Desde 1991, a campanha pelo Dia Internacional de Combate à Violência Contra a Mulher começa acontece no Brasil e no restante do mundo a partir do dia 25 de novembro e vai até o dia 10 de dezembro, sendo conhecida como 16 dias de ativismo, em que diferentes ações são promovidas para engajar e conscientizar a população sobre a importância de se prevenir e eliminar a violência contra a mulher, que se dá em diferentes âmbitos. 

[Atenção, a partir daqui o texto contém alguns spoilers da série] Segundo a Lei Maria da Penha, existem 5 tipos principais. A violência física se dá a partir de “qualquer conduta que ofenda a integridade ou saúde corporal da mulher”; na série, isso é visível tanto quando Janete apanha de Brandão, quanto nos momentos em que ele corta o cabelo dela à força e a obriga a engolir o chip de seu celular clandestino.
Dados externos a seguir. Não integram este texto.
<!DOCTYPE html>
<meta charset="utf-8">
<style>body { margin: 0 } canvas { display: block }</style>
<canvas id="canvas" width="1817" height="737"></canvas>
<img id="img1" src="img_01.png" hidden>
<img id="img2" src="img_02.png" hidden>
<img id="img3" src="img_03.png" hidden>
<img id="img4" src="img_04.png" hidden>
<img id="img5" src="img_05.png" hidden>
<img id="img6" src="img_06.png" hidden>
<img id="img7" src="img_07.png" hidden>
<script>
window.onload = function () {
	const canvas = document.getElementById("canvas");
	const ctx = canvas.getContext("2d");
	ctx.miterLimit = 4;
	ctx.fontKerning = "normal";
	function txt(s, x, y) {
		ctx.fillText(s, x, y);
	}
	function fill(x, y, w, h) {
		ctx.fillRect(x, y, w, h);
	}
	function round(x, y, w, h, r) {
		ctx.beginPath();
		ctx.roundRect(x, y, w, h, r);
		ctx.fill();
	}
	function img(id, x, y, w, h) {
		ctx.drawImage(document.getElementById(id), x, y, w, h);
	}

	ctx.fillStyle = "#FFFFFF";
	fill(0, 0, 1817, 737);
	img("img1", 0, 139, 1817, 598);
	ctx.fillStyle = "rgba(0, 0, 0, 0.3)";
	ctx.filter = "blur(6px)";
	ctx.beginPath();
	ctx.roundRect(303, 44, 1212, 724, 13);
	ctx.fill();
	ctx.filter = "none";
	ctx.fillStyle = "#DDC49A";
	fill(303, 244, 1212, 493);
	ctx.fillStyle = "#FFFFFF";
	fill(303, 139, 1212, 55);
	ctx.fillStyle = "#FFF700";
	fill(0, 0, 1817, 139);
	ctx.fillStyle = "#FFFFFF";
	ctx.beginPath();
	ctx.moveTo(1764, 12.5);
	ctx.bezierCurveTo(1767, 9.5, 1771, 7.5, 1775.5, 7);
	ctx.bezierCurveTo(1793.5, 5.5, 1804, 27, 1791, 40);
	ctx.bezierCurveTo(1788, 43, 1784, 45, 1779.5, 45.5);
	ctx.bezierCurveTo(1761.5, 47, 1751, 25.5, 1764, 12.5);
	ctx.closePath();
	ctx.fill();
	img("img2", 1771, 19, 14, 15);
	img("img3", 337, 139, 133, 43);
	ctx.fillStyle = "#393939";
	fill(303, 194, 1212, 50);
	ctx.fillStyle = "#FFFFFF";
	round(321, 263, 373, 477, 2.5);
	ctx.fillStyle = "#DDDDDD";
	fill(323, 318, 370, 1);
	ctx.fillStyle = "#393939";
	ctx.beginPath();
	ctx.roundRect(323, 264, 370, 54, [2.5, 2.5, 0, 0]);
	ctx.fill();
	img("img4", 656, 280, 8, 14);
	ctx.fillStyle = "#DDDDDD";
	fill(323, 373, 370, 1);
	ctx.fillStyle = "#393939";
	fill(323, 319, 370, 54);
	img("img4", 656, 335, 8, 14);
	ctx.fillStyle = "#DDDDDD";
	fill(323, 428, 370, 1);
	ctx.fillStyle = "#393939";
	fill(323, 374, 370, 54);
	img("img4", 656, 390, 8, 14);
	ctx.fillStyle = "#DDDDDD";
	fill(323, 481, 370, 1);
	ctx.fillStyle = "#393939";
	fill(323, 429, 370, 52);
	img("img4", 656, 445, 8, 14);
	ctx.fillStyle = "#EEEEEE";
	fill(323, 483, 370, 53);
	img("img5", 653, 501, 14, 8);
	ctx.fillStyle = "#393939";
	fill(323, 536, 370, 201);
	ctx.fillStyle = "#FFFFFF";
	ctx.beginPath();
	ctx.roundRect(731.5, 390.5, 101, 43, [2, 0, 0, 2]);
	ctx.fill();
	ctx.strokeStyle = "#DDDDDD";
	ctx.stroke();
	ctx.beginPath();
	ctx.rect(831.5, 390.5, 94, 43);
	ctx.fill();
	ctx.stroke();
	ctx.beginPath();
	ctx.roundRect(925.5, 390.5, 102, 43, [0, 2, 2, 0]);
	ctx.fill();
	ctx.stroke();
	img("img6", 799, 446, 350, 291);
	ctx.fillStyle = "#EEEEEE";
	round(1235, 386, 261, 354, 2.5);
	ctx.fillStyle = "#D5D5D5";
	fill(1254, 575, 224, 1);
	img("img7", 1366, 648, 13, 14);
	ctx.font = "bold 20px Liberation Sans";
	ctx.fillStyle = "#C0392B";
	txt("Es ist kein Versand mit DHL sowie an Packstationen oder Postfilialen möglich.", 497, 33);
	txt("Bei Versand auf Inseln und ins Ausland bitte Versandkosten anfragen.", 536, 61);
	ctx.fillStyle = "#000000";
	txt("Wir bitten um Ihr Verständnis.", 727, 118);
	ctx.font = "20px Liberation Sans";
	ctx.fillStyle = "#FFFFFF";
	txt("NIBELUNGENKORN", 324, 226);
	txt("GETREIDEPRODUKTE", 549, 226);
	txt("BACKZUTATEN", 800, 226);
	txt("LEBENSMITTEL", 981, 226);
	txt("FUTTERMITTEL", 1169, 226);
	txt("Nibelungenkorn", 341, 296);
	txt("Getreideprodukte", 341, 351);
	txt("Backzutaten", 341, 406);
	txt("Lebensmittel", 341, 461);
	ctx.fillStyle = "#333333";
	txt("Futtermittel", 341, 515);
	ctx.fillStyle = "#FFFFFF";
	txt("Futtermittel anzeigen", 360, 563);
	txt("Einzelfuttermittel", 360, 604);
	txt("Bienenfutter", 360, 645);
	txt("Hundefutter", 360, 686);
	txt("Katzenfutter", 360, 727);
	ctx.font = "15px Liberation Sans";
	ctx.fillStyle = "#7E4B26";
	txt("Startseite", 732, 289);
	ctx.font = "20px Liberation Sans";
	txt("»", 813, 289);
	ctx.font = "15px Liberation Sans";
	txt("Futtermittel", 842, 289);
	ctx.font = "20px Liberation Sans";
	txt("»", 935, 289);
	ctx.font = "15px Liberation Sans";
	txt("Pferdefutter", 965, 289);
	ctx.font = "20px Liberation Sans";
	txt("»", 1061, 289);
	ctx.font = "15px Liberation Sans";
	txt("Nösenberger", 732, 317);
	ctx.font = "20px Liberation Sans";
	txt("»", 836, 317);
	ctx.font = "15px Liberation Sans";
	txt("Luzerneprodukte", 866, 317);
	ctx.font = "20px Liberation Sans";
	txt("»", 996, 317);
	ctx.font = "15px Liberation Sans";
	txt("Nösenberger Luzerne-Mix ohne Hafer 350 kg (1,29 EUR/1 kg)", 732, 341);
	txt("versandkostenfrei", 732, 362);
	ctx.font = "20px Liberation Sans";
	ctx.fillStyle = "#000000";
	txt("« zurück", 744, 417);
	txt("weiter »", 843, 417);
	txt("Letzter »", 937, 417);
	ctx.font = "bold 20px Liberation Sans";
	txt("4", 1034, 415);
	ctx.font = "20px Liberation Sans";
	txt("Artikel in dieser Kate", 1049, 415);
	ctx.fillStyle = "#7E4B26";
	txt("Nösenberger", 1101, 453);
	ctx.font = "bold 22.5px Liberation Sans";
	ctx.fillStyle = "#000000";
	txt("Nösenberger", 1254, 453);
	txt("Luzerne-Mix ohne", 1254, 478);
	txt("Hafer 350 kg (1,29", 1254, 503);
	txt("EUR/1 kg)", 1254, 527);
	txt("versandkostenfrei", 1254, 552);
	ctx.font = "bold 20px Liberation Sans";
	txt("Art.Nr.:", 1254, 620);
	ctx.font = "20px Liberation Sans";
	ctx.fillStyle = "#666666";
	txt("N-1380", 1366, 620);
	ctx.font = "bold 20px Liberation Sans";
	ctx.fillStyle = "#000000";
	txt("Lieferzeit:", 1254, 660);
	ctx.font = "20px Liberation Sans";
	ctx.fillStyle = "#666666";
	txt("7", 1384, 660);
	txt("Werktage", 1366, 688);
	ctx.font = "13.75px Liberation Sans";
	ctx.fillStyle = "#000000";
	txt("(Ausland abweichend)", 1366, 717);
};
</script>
Já a violência psicológica, consiste em “qualquer conduta que: cause dano emocional e diminuição da autoestima; prejudique e perturbe o pleno desenvolvimento da mulher; ou vise degradar ou controlar suas ações, comportamentos, crenças e decisões”. Além do momento em que Brandão humilha Janete durante um jantar, dizendo que ela não apenas não consegue lhe dar um filho, mas também

não sabe fazer um jantar minimamente decente, este tipo de violência acontece também quando ele coloca câmeras dentro de casa para monitorá-la enquanto está fora, e quando ele a proíbe de ter contato com a irmã Janice (Marina Provenzzano). 

A violência moral define-se por “qualquer conduta que configure calúnia, difamação ou injúria”, incluindo desde críticas mentirosas e xingamentos contra a mulher até desvalorização da vítima pelo seu modo de vestir, como ocorre com Janete quando ela aparece com um vestido novo e usando um batom, e é rebaixada por Brandão. Trata-se de violência patrimonial “qualquer conduta que configure retenção, subtração, destruição parcial ou total de seus objetos, instrumentos de trabalho, documentos pessoais, bens, valores e direitos ou recursos econômicos, incluindo os destinados a satisfazer suas necessidades”, sendo retratada na série quando, por exemplo, quando após encontrar o celular secreto de Janete, o dinheiro que ela guardava a mais e a passagem de ônibus que sua irmã lhe deu, Brandão se descontrola e destrói tudo na frente da esposa. Por fim, a violência sexual é entendida como “qualquer conduta que constranja a presenciar, a manter ou a participar de relação sexual não desejada mediante intimidação, ameaça, coação ou uso da força”, mostrada na trama a partir das ações de Brandão com as moças sequestradas na rodoviária e a obrigação de Janete em estar presente – mesmo que com a caixa na cabeça – nestes momentos.

Apesar do tema ser bastante grave, muitas vezes não é tratado com a devida importância, assim como em Bom Dia, Verônica, quando os casos de Janete e do stalker não são levados a sério pelos superiores da escrivã, que sente a necessidade constante de buscar justiça para as mulheres envolvidas. A importância da atuação de Verônica na série talvez seja, mais do que tudo, para mostrar às vítimas que não estão sozinhas e que, por mais difícil que pareça, assim como foi para Janete que, até então, nem se dava conta de sua realidade, é de extrema importância denunciar todo e qualquer tipo de violência.

Assim como a mensagem reforçada no final de cada episódio, “Se você ou alguém que você conhece sofre com violência e abuso, e precisa de ajuda para encontrar recursos de apoio, acesse https://www.wannatalkaboutit.com/br/, o Brasil conta com diversos mecanismos de proteção às mulheres, desde leis – como a Lei Maria da Penha, Lei Carolina Dieckmann, Lei Joanna Maranhão, Lei do feminicídio – e instituições, como a Delegacia de Defesa da Mulher, Casa da Mulher Brasileira e Central de Atendimento à Mulher (Ligue 180).